The expected output is the full set of entries, printed exactly, without pictures.
------ ENTRIES PROVIDED
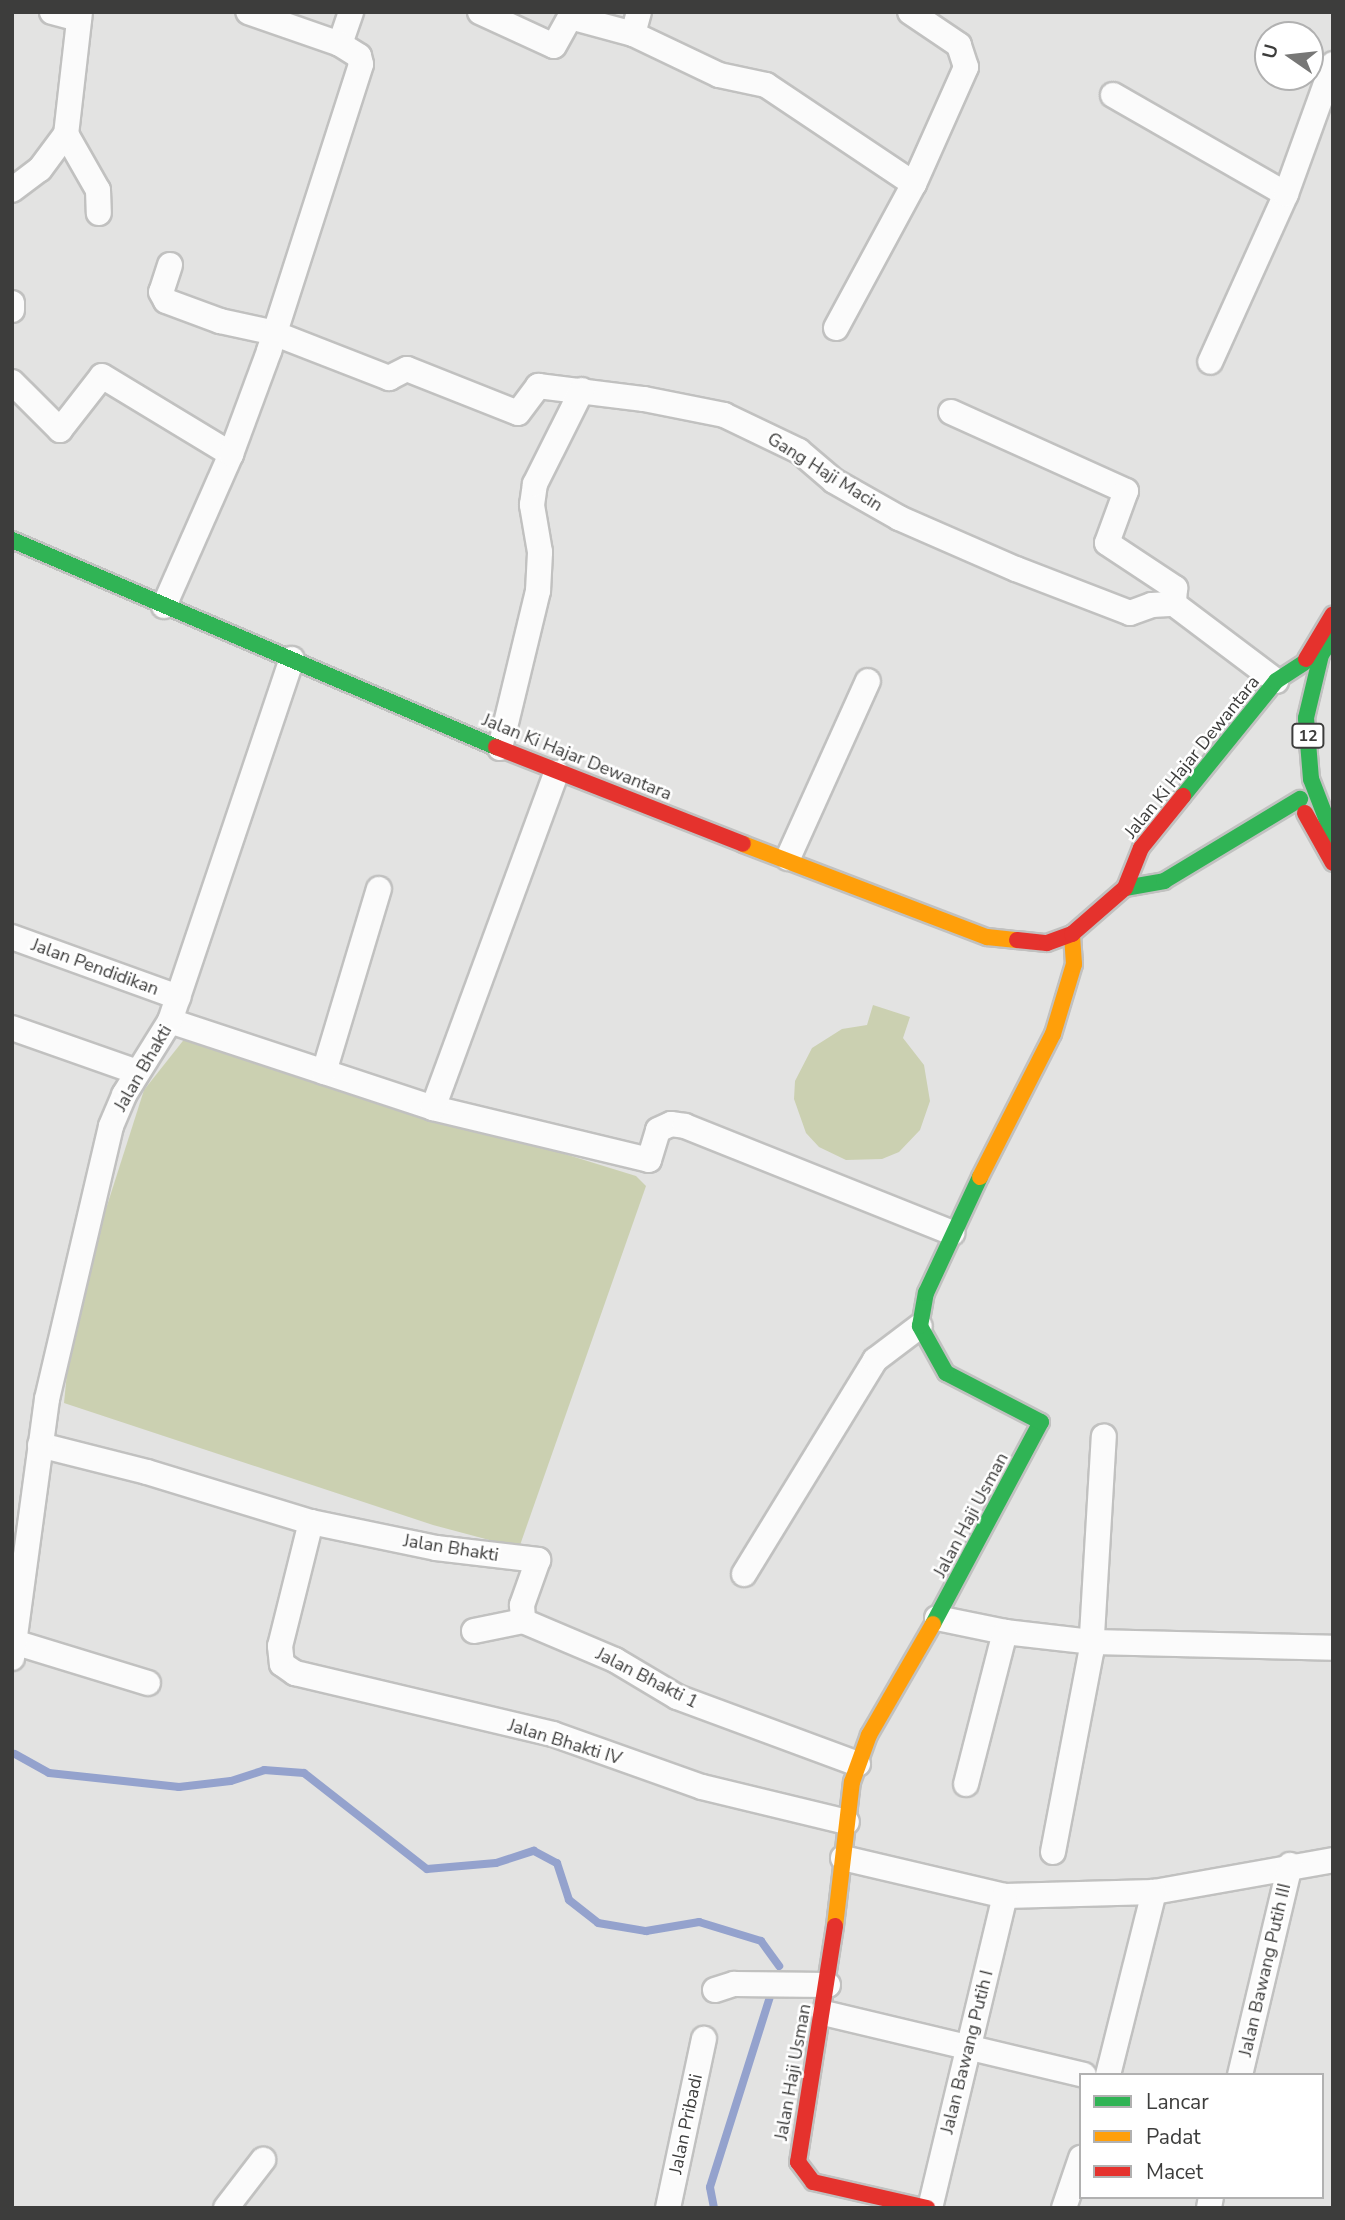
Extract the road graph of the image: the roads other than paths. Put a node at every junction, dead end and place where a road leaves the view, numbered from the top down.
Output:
1 (52, 12) edge
2 (248, 12) edge
3 (351, 12) edge
4 (480, 12) edge
5 (910, 12) edge
6 (80, 16) edge
7 (636, 23) edge
8 (340, 44) junction
9 (1333, 64) edge
10 (1113, 95) dead end
11 (66, 134) junction
12 (914, 184) junction
13 (12, 190) edge
14 (1286, 194) junction
15 (99, 214) dead end
16 (170, 265) dead end
17 (12, 303) edge
18 (12, 310) edge
19 (836, 328) dead end
20 (271, 332) junction
21 (1210, 362) dead end
22 (12, 382) edge
23 (582, 390) junction
24 (951, 412) dead end
25 (231, 454) junction
26 (12, 540) edge
27 (1174, 604) junction
28 (164, 606) junction
29 (1333, 614) edge
30 (1333, 637) edge
31 (292, 659) junction
32 (1304, 663) junction
33 (869, 681) dead end
34 (1276, 681) junction
35 (1290, 739) dead end
36 (500, 748) junction
37 (1290, 758) dead end
38 (556, 773) junction
39 (1300, 799) junction
40 (1333, 836) edge
41 (788, 858) junction
42 (1333, 863) edge
43 (1125, 888) junction
44 (379, 890) dead end
45 (1072, 934) junction
46 (12, 937) edge
47 (178, 997) junction
48 (170, 1021) junction
49 (12, 1028) edge
50 (137, 1072) junction
51 (324, 1072) junction
52 (433, 1108) junction
53 (952, 1233) junction
54 (920, 1325) junction
55 (1104, 1436) dead end
56 (40, 1445) junction
57 (22, 1499) edge
58 (311, 1522) junction
59 (744, 1574) dead end
60 (937, 1618) junction
61 (523, 1621) junction
62 (474, 1631) dead end
63 (1005, 1632) junction
64 (1093, 1642) junction
65 (1333, 1648) edge
66 (13, 1650) edge
67 (148, 1683) dead end
68 (858, 1763) junction
69 (966, 1784) dead end
70 (847, 1822) junction
71 (1053, 1852) dead end
72 (842, 1858) junction
73 (1333, 1860) edge
74 (1290, 1865) junction
75 (1154, 1892) junction
76 (1005, 1896) junction
77 (828, 1985) junction
78 (715, 1990) dead end
79 (824, 2013) junction
80 (704, 2039) dead end
81 (968, 2048) junction
82 (1109, 2073) edge
83 (1240, 2073) edge
84 (1079, 2074) edge
85 (263, 2160) dead end
86 (1079, 2164) edge
87 (226, 2208) edge
88 (668, 2208) edge
89 (928, 2208) edge
90 (1064, 2208) edge

1 - 6 street
2 - 8 street
3 - 8 street
4 - 7 street
5 - 12 street
6 - 11 street
7 - 12 street
8 - 20 street
9 - 14 street
10 - 14 street
11 - 13 street
11 - 15 street
12 - 19 street
14 - 21 street
16 - 20 street
17 - 18 street
20 - 23 street, Gang Haji Macin
20 - 25 street
22 - 25 street
23 - 27 street, Gang Haji Macin
23 - 36 street
24 - 27 street
25 - 28 street
26 - 28 main road, Jalan Ki Hajar Dewantara
27 - 34 street
28 - 31 main road, Jalan Ki Hajar Dewantara
29 - 32 main road
30 - 40 main road, 12
31 - 36 main road, Jalan Ki Hajar Dewantara
31 - 47 street, Jalan Bhakti
32 - 34 main road, Jalan Ki Hajar Dewantara
32 - 35 main road
33 - 41 street
34 - 43 main road, Jalan Ki Hajar Dewantara
36 - 38 main road, Jalan Ki Hajar Dewantara
37 - 39 main road
38 - 41 main road, Jalan Ki Hajar Dewantara
38 - 52 street
39 - 42 main road
39 - 43 main road
41 - 45 main road, Jalan Ki Hajar Dewantara
43 - 45 main road, Jalan Ki Hajar Dewantara
44 - 51 street
45 - 53 main road
46 - 47 street, Jalan Pendidikan
47 - 48 street, Jalan Bhakti
48 - 50 street, Jalan Bhakti
48 - 51 street
49 - 50 street
50 - 56 street, Jalan Bhakti
51 - 52 street
52 - 53 street
53 - 54 main road
54 - 59 street
54 - 60 main road, Jalan Haji Usman
55 - 64 street
56 - 57 street, Jalan Bhakti
56 - 58 street, Jalan Bhakti
57 - 66 street, Jalan Bhakti
58 - 61 street, Jalan Bhakti
58 - 70 street, Jalan Bhakti IV
60 - 63 street
60 - 68 main road, Jalan Haji Usman
61 - 62 street
61 - 68 street, Jalan Bhakti 1
63 - 64 street
63 - 69 street
64 - 65 street
64 - 71 street
66 - 67 street
68 - 70 main road, Jalan Haji Usman
70 - 72 main road, Jalan Haji Usman
72 - 76 street
72 - 77 main road, Jalan Haji Usman
73 - 74 street
74 - 75 street
74 - 83 street, Jalan Bawang Putih III
75 - 76 street
75 - 82 street
76 - 81 street, Jalan Bawang Putih I
77 - 78 street
77 - 79 main road, Jalan Haji Usman
79 - 81 street
79 - 89 main road, Jalan Haji Usman
80 - 88 street, Jalan Pribadi
81 - 84 street
81 - 89 street, Jalan Bawang Putih I
85 - 87 street
86 - 90 street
------------
_EXERCISE ANSWER_
Extract the road graph of the image: the roads other than paths. Put a node at every junction, dead end and place where a road leaves the view, numbered from the top down.
Output:
1 (52, 12) edge
2 (248, 12) edge
3 (351, 12) edge
4 (480, 12) edge
5 (910, 12) edge
6 (80, 16) edge
7 (636, 23) edge
8 (340, 44) junction
9 (1333, 64) edge
10 (1113, 95) dead end
11 (66, 134) junction
12 (914, 184) junction
13 (12, 190) edge
14 (1286, 194) junction
15 (99, 214) dead end
16 (170, 265) dead end
17 (12, 303) edge
18 (12, 310) edge
19 (836, 328) dead end
20 (271, 332) junction
21 (1210, 362) dead end
22 (12, 382) edge
23 (582, 390) junction
24 (951, 412) dead end
25 (231, 454) junction
26 (12, 540) edge
27 (1174, 604) junction
28 (164, 606) junction
29 (1333, 614) edge
30 (1333, 637) edge
31 (292, 659) junction
32 (1304, 663) junction
33 (869, 681) dead end
34 (1276, 681) junction
35 (1290, 739) dead end
36 (500, 748) junction
37 (1290, 758) dead end
38 (556, 773) junction
39 (1300, 799) junction
40 (1333, 836) edge
41 (788, 858) junction
42 (1333, 863) edge
43 (1125, 888) junction
44 (379, 890) dead end
45 (1072, 934) junction
46 (12, 937) edge
47 (178, 997) junction
48 (170, 1021) junction
49 (12, 1028) edge
50 (137, 1072) junction
51 (324, 1072) junction
52 (433, 1108) junction
53 (952, 1233) junction
54 (920, 1325) junction
55 (1104, 1436) dead end
56 (40, 1445) junction
57 (22, 1499) edge
58 (311, 1522) junction
59 (744, 1574) dead end
60 (937, 1618) junction
61 (523, 1621) junction
62 (474, 1631) dead end
63 (1005, 1632) junction
64 (1093, 1642) junction
65 (1333, 1648) edge
66 (13, 1650) edge
67 (148, 1683) dead end
68 (858, 1763) junction
69 (966, 1784) dead end
70 (847, 1822) junction
71 (1053, 1852) dead end
72 (842, 1858) junction
73 (1333, 1860) edge
74 (1290, 1865) junction
75 (1154, 1892) junction
76 (1005, 1896) junction
77 (828, 1985) junction
78 (715, 1990) dead end
79 (824, 2013) junction
80 (704, 2039) dead end
81 (968, 2048) junction
82 (1109, 2073) edge
83 (1240, 2073) edge
84 (1079, 2074) edge
85 (263, 2160) dead end
86 (1079, 2164) edge
87 (226, 2208) edge
88 (668, 2208) edge
89 (928, 2208) edge
90 (1064, 2208) edge

1 - 6 street
2 - 8 street
3 - 8 street
4 - 7 street
5 - 12 street
6 - 11 street
7 - 12 street
8 - 20 street
9 - 14 street
10 - 14 street
11 - 13 street
11 - 15 street
12 - 19 street
14 - 21 street
16 - 20 street
17 - 18 street
20 - 23 street, Gang Haji Macin
20 - 25 street
22 - 25 street
23 - 27 street, Gang Haji Macin
23 - 36 street
24 - 27 street
25 - 28 street
26 - 28 main road, Jalan Ki Hajar Dewantara
27 - 34 street
28 - 31 main road, Jalan Ki Hajar Dewantara
29 - 32 main road
30 - 40 main road, 12
31 - 36 main road, Jalan Ki Hajar Dewantara
31 - 47 street, Jalan Bhakti
32 - 34 main road, Jalan Ki Hajar Dewantara
32 - 35 main road
33 - 41 street
34 - 43 main road, Jalan Ki Hajar Dewantara
36 - 38 main road, Jalan Ki Hajar Dewantara
37 - 39 main road
38 - 41 main road, Jalan Ki Hajar Dewantara
38 - 52 street
39 - 42 main road
39 - 43 main road
41 - 45 main road, Jalan Ki Hajar Dewantara
43 - 45 main road, Jalan Ki Hajar Dewantara
44 - 51 street
45 - 53 main road
46 - 47 street, Jalan Pendidikan
47 - 48 street, Jalan Bhakti
48 - 50 street, Jalan Bhakti
48 - 51 street
49 - 50 street
50 - 56 street, Jalan Bhakti
51 - 52 street
52 - 53 street
53 - 54 main road
54 - 59 street
54 - 60 main road, Jalan Haji Usman
55 - 64 street
56 - 57 street, Jalan Bhakti
56 - 58 street, Jalan Bhakti
57 - 66 street, Jalan Bhakti
58 - 61 street, Jalan Bhakti
58 - 70 street, Jalan Bhakti IV
60 - 63 street
60 - 68 main road, Jalan Haji Usman
61 - 62 street
61 - 68 street, Jalan Bhakti 1
63 - 64 street
63 - 69 street
64 - 65 street
64 - 71 street
66 - 67 street
68 - 70 main road, Jalan Haji Usman
70 - 72 main road, Jalan Haji Usman
72 - 76 street
72 - 77 main road, Jalan Haji Usman
73 - 74 street
74 - 75 street
74 - 83 street, Jalan Bawang Putih III
75 - 76 street
75 - 82 street
76 - 81 street, Jalan Bawang Putih I
77 - 78 street
77 - 79 main road, Jalan Haji Usman
79 - 81 street
79 - 89 main road, Jalan Haji Usman
80 - 88 street, Jalan Pribadi
81 - 84 street
81 - 89 street, Jalan Bawang Putih I
85 - 87 street
86 - 90 street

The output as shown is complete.